Scan the listing for "Give" and copy out each line that has it.
┄┄┄┄┄┄┄┄┄┄┄┄┄┄┄┄┄┄┄┄
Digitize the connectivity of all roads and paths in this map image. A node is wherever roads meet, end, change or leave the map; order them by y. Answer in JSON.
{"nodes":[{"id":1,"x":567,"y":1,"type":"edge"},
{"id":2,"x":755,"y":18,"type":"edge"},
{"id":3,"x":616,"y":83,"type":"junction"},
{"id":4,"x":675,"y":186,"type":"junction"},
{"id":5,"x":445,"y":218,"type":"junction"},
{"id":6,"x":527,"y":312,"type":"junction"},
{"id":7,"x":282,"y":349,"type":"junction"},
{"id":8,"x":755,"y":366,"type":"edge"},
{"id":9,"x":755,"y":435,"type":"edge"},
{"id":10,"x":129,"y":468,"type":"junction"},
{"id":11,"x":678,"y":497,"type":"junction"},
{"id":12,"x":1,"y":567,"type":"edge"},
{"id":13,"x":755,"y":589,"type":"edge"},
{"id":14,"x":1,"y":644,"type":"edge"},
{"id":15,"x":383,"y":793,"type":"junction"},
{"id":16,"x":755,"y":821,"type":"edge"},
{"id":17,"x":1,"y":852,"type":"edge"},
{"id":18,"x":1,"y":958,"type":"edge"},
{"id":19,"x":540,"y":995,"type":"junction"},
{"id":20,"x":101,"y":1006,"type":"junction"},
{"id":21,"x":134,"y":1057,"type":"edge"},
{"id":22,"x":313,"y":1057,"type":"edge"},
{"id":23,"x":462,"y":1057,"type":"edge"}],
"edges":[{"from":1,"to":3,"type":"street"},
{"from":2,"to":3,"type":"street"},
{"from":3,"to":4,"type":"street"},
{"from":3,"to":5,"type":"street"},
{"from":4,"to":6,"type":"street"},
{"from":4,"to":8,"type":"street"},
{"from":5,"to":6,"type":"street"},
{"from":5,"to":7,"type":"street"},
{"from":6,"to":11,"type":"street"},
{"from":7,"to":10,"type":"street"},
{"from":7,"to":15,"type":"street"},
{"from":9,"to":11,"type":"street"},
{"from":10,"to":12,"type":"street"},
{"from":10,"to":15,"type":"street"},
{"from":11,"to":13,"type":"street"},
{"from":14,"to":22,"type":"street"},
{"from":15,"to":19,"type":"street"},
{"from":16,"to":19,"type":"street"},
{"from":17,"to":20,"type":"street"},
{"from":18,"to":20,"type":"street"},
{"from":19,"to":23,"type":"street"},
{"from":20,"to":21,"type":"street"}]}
┄┄┄┄┄┄┄┄┄┄┄┄┄┄┄┄┄┄┄┄
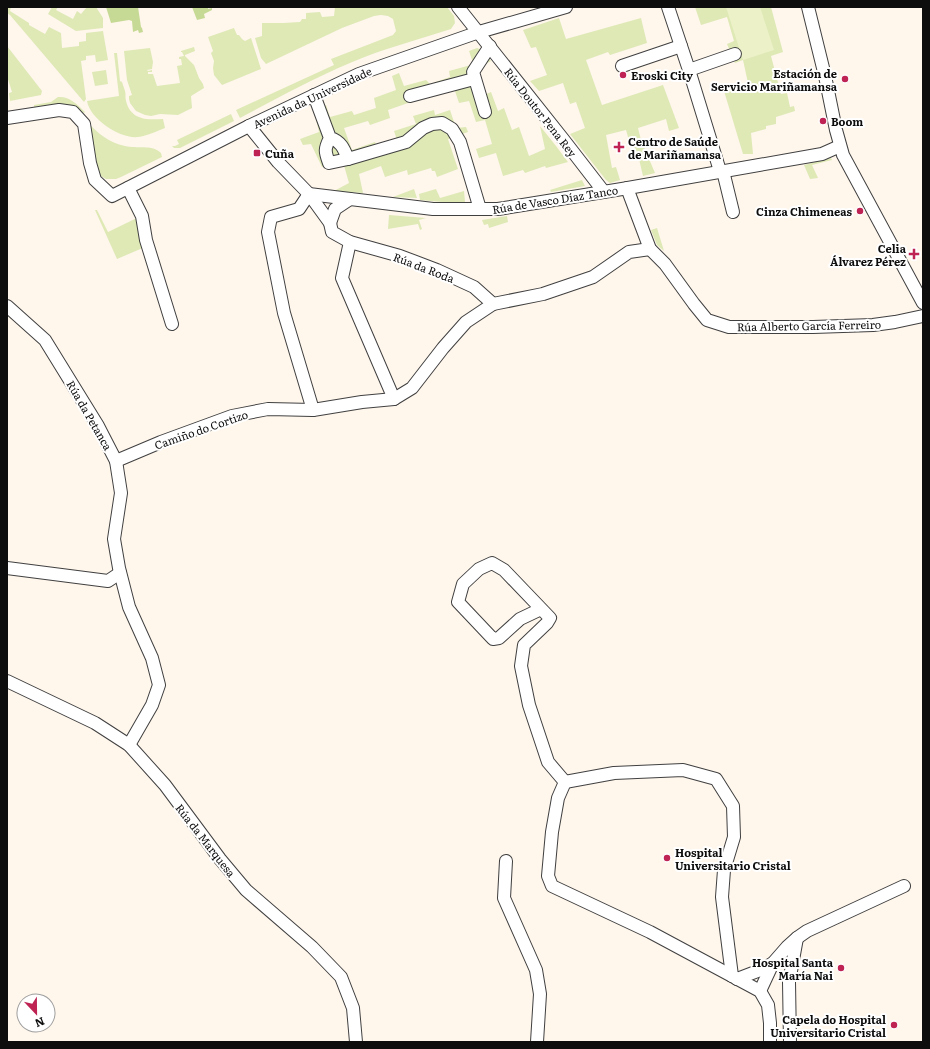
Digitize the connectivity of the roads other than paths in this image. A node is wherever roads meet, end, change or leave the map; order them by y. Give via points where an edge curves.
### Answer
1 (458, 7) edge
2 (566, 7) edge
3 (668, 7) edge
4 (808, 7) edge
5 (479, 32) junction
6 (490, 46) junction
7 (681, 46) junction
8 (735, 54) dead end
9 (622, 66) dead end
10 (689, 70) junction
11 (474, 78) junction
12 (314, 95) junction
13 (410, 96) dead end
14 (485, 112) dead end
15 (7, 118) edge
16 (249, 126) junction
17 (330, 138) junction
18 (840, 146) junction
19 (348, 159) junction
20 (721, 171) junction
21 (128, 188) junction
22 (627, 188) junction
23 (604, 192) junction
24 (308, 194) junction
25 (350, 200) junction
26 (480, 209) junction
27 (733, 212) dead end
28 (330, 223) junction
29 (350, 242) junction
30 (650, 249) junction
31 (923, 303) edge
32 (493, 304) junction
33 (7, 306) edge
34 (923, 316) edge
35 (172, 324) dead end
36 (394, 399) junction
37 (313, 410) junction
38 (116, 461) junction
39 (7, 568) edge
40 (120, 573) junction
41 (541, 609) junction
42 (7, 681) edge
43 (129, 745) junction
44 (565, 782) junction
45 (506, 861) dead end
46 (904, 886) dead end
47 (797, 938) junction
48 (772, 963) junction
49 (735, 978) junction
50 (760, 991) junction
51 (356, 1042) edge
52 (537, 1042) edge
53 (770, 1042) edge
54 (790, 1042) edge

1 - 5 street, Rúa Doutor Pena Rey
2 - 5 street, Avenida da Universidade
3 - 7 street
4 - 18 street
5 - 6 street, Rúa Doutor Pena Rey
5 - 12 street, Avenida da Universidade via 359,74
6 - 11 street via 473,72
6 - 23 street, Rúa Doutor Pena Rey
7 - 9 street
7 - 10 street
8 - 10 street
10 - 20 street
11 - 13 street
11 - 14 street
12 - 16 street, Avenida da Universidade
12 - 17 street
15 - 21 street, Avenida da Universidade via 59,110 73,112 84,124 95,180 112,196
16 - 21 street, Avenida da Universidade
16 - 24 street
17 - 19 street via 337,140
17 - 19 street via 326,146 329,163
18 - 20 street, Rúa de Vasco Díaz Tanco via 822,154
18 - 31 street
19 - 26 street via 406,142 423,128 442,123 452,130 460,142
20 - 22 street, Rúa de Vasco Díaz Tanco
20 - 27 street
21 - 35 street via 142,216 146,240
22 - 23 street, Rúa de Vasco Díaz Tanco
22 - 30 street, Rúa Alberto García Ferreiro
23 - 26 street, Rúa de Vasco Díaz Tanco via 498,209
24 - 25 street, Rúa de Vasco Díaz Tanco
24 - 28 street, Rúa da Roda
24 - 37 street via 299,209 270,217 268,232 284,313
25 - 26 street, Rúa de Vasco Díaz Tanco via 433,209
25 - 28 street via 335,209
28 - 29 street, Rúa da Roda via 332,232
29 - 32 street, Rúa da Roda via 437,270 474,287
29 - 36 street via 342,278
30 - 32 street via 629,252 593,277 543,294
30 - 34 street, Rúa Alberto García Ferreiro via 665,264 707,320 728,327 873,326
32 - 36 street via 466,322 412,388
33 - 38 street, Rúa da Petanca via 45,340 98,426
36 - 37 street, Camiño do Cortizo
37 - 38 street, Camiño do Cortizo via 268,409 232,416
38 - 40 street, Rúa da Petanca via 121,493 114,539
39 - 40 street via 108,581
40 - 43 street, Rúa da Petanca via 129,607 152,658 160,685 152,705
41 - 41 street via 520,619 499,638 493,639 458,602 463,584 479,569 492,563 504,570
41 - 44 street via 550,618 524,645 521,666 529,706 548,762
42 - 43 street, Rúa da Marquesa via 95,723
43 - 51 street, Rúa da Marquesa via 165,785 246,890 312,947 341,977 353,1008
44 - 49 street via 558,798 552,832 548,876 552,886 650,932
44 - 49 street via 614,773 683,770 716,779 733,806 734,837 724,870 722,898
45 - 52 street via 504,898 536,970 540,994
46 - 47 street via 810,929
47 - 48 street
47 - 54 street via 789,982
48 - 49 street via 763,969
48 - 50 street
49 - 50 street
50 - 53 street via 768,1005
┄┄┄┄┄┄┄┄┄┄┄┄┄┄┄┄┄┄┄┄
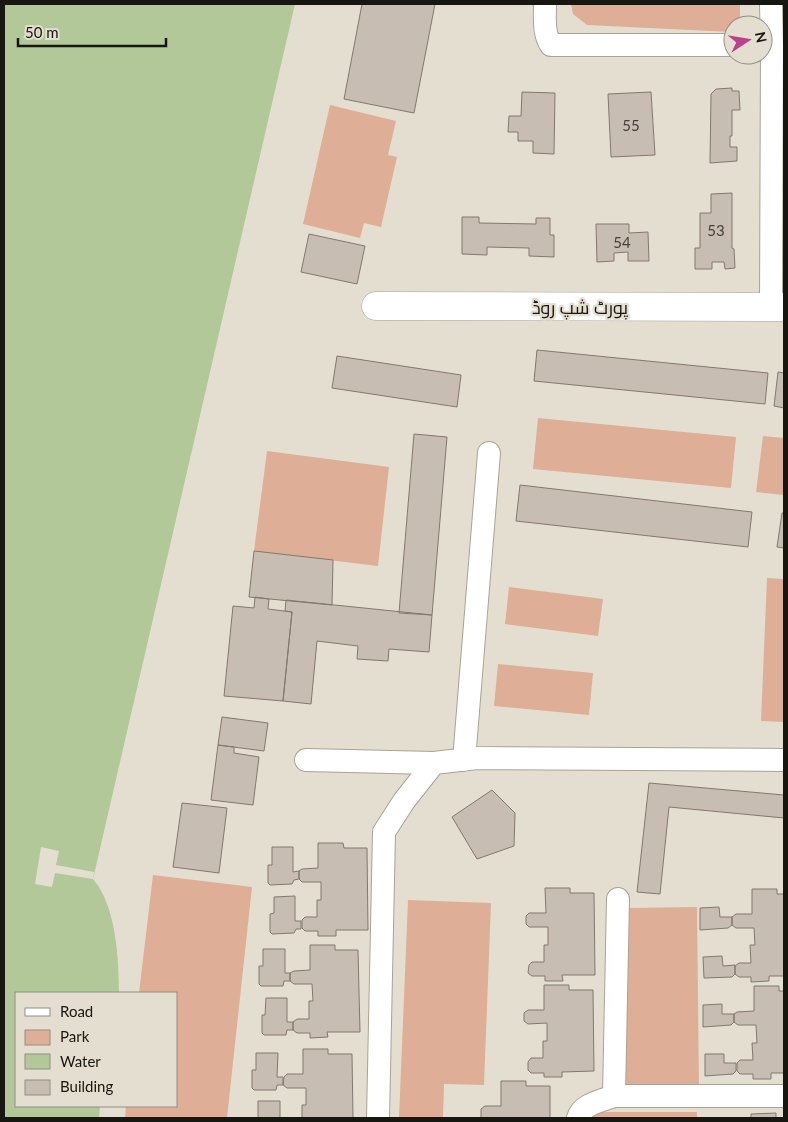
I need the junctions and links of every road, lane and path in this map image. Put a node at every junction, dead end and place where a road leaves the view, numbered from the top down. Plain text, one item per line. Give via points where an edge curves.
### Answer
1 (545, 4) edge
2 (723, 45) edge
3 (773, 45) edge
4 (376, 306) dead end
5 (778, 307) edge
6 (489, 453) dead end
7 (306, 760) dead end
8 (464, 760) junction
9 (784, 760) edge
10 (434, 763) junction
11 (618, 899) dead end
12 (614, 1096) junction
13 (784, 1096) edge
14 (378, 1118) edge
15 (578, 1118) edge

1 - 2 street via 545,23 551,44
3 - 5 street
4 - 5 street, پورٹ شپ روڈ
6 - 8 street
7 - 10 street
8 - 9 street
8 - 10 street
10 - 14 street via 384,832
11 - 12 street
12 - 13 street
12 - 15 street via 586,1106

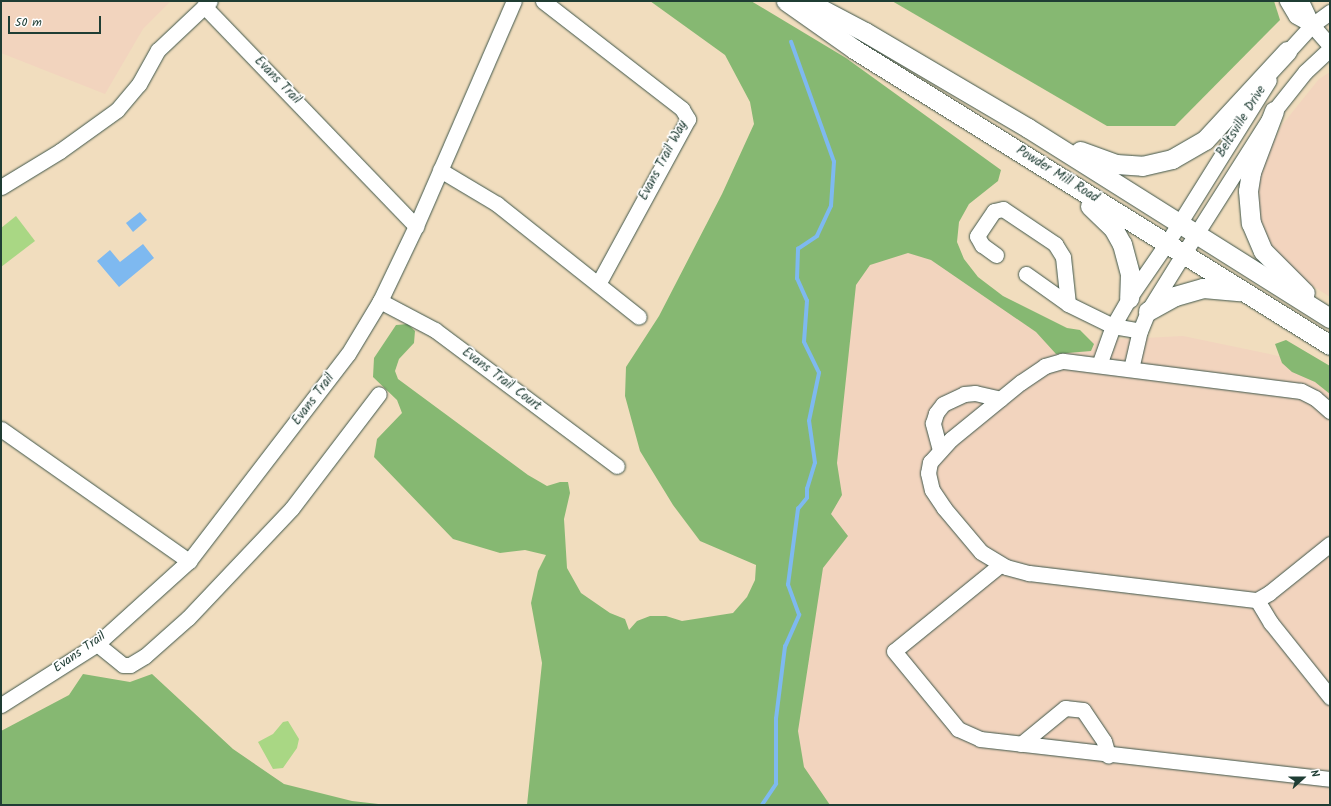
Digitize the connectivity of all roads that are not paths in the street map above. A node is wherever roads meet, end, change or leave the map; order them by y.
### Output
┄┄┄┄┄┄┄┄┄┄┄┄┄┄┄┄┄┄┄┄
RESULT BELOW:
Digitize the connectivity of the roads other than paths in this image. A node is wherever roads meet, end, change or leave the map; order them by y. Give via points where an edge curves.
I need the junctions and links of every road, lane and path in this map image. Put a node at every junction, dead end and place where a road leaves the view, numbered from the top down. Plain text, one item per line. Give via points where an edge curves.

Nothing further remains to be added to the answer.